Eliminacja w IDOLU

Temat może troche nieaktualny ale i tak spytam:

Nie sądzicie że eliminacja uczestników w finale IDOLA jest niesprawiedliwa? Do finału przechodzi 10 osób, po każdym koncercie odchodzi jedna osoba która była najsłabsza danego wieczoru. I to jest właśnie według mnie niesprawiedliwe. Ktoś może być bardzo dobry i być cały czas wysoko w ocenach (np. Anna Dąbrowska) ale jakiś gatunek muzyki mu “nie podszedł” i odpada, a ktoś może co tydzien siadac na tej kanapie jako przedostatnia osoba (druga z najmniejsza liczba glosow) i przechodzic dalej kosztem innych - lepszych osób (tak jak to bylo z Pączkiem).

Według mnie w finale cały czas powinno byc 10 uczestnikow. Po głosowaniu osoba która dostalaby najwiecej głosów otrzymalaby 10 punktów, druga w kolejnosci 9 punktów i tak dalej a ostatnia 1 pkt. W ten sposób stworzyłaby się taka tabela która odzwierciedlałaby prawdziwe umiejętności uczestników. Program wygrałaby ta osoba która miałaby najwięcej punktów. W ten sposób uczestnicy nie byliby eliminowani tylko dlatego ze jakis gatunek im nie pasuje, ale na postawie wszystkich wystepów.

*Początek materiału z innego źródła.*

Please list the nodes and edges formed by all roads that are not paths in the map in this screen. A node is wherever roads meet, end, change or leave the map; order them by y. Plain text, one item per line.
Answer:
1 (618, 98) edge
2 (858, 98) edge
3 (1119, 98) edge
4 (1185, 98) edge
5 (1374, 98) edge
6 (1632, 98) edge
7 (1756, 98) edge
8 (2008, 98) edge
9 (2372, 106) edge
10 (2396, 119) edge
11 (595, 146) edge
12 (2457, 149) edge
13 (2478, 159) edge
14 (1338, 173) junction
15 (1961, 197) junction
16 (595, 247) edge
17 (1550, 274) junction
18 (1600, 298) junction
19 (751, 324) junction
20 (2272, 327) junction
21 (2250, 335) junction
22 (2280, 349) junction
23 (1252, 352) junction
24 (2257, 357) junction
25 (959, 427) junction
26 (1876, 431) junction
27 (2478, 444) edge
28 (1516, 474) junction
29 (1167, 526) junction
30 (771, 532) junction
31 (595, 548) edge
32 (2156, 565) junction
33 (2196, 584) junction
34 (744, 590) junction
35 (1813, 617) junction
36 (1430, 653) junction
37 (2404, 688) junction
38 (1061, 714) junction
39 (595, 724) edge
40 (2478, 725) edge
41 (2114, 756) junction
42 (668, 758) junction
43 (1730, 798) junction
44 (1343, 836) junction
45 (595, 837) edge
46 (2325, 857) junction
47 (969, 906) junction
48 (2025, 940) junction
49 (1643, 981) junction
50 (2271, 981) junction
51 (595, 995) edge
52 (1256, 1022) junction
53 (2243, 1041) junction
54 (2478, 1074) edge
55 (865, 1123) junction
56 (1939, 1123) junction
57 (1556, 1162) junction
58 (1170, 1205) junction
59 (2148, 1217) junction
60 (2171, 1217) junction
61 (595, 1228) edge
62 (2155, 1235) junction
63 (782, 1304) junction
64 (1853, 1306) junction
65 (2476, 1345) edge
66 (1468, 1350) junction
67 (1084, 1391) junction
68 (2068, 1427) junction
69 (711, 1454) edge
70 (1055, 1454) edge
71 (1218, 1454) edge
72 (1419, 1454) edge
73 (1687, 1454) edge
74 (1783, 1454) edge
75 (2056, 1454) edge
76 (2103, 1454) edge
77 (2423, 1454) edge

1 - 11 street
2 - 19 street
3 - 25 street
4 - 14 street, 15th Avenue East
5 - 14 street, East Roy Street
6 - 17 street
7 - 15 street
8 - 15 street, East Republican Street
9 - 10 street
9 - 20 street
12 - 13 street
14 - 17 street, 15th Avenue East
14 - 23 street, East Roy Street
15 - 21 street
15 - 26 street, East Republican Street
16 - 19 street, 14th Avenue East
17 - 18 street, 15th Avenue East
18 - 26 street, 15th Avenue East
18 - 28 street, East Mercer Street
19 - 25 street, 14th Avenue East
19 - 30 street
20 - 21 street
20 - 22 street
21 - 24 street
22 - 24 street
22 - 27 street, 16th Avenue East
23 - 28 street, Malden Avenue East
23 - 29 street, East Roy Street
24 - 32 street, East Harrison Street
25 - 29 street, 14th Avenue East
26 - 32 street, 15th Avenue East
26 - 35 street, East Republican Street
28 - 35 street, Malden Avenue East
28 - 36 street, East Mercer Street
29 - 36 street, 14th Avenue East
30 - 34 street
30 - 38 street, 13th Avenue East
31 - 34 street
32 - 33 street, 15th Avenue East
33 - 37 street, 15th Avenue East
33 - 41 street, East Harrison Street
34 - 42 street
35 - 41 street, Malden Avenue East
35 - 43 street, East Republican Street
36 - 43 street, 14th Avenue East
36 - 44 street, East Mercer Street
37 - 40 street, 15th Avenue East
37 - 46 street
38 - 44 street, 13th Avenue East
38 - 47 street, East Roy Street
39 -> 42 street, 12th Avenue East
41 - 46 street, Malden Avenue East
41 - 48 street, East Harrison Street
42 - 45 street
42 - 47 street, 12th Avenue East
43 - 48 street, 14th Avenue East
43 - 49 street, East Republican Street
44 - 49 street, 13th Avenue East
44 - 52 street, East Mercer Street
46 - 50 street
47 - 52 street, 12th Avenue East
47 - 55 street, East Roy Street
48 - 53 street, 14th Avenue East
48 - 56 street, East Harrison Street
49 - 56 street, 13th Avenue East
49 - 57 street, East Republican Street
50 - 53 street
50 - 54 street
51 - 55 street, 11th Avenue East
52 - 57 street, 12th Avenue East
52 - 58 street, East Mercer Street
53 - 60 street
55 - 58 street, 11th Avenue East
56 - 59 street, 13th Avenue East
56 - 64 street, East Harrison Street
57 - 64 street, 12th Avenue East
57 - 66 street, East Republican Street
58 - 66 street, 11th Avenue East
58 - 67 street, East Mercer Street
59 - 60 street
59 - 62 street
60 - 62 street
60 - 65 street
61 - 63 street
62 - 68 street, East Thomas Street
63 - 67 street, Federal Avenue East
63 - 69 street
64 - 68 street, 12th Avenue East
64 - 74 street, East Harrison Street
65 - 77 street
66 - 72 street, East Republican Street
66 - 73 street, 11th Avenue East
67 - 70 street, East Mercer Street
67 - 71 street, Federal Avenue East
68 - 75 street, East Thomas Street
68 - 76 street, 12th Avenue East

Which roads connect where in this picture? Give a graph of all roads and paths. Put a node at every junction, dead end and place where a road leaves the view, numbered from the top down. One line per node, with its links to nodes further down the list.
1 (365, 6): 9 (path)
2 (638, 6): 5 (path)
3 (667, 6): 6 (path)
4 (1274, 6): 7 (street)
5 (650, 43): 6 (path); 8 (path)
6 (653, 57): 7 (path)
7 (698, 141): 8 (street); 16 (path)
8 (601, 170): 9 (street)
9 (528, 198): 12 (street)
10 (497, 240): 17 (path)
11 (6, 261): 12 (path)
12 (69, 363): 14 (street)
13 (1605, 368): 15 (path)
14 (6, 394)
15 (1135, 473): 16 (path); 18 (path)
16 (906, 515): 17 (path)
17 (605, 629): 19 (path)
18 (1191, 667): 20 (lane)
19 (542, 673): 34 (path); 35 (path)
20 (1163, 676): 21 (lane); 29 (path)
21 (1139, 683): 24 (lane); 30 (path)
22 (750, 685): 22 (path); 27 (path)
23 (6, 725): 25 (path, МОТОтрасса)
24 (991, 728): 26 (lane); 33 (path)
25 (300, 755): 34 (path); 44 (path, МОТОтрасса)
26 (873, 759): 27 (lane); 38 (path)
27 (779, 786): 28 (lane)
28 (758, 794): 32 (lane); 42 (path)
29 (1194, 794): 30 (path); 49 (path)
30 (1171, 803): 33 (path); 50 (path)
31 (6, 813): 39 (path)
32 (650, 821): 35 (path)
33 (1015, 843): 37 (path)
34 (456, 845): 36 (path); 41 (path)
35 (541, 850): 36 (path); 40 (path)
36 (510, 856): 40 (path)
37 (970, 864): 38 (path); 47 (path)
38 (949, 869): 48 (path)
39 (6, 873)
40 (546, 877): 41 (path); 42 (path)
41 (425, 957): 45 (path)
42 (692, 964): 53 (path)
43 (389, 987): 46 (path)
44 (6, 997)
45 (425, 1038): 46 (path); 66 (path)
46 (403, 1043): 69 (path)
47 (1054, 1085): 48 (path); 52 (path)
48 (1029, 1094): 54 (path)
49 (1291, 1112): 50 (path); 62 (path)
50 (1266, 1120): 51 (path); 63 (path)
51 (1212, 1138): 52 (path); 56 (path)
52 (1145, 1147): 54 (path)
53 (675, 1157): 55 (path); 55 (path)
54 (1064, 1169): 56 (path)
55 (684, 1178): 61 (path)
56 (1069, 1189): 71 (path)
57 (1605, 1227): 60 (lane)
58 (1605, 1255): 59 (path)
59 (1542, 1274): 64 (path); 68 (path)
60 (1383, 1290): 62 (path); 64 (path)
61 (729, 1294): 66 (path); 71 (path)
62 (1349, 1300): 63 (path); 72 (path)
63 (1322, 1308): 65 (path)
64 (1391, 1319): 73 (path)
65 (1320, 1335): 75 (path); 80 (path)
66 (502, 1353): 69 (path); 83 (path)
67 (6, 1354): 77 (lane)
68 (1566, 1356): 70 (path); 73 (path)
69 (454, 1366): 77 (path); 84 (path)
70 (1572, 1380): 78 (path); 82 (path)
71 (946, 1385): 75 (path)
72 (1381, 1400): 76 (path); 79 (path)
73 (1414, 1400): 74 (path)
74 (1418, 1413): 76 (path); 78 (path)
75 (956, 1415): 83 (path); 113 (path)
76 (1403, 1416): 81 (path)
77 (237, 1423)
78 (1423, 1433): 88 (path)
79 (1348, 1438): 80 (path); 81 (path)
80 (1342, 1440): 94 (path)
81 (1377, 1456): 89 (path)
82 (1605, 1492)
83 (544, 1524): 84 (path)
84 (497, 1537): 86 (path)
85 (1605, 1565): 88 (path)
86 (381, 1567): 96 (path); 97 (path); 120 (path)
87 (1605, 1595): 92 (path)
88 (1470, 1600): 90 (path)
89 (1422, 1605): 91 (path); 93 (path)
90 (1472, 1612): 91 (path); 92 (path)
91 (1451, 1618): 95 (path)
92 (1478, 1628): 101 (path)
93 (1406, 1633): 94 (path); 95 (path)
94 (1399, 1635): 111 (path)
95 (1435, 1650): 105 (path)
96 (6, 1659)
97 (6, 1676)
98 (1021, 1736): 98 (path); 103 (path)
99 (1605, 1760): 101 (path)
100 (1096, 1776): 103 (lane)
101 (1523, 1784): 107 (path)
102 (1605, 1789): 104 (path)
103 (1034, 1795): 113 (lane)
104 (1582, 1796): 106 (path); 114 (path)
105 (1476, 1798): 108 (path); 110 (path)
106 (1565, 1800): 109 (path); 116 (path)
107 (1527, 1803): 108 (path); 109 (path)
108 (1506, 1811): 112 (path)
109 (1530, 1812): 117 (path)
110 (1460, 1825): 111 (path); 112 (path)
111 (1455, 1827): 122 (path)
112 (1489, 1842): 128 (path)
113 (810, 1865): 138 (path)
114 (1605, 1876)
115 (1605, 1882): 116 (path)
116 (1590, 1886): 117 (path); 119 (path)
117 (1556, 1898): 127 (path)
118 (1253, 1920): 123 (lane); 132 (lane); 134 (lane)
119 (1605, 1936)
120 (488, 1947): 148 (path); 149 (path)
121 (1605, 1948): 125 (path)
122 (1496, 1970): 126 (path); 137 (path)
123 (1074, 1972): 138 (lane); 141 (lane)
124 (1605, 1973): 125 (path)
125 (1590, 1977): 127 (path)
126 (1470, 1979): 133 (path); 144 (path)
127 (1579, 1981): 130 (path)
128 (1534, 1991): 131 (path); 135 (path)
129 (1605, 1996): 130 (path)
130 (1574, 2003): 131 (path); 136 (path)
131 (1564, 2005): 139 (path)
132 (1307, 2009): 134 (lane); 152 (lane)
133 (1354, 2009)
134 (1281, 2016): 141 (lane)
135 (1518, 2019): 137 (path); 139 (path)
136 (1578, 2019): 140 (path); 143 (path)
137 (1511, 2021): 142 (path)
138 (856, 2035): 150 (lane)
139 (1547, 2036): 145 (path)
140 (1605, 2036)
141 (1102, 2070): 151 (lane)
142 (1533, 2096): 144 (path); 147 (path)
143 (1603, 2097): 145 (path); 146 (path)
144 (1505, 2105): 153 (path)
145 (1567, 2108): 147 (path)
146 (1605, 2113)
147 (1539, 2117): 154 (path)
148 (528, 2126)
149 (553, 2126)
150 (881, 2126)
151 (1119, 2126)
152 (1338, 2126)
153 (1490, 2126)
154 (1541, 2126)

Ktos moglby powiedziec ze dobremu piosenkarzowi kazdy gatune powinien pasowac. Do tych “ktosiów”: Czy to znaczy ze jesli ktos woli ciezsza muzyke to znaczy ze nie moze zostac wokalista ??

Co o tym myslicie?

ehhhhh chłopie nudzi Ci się tyle powiem :smiley:

albo powiem coś więcej

napisz do nich i zapytaj się czemu tak było :smiley: :smiley: :smiley:

zeby nie byc chamskim powiem tylko: to jest dzial na luzie

Dlaczego są łapówki i przekupstwa?

To też przecież jest niesprawiedliwe, a jednak tak jest. :?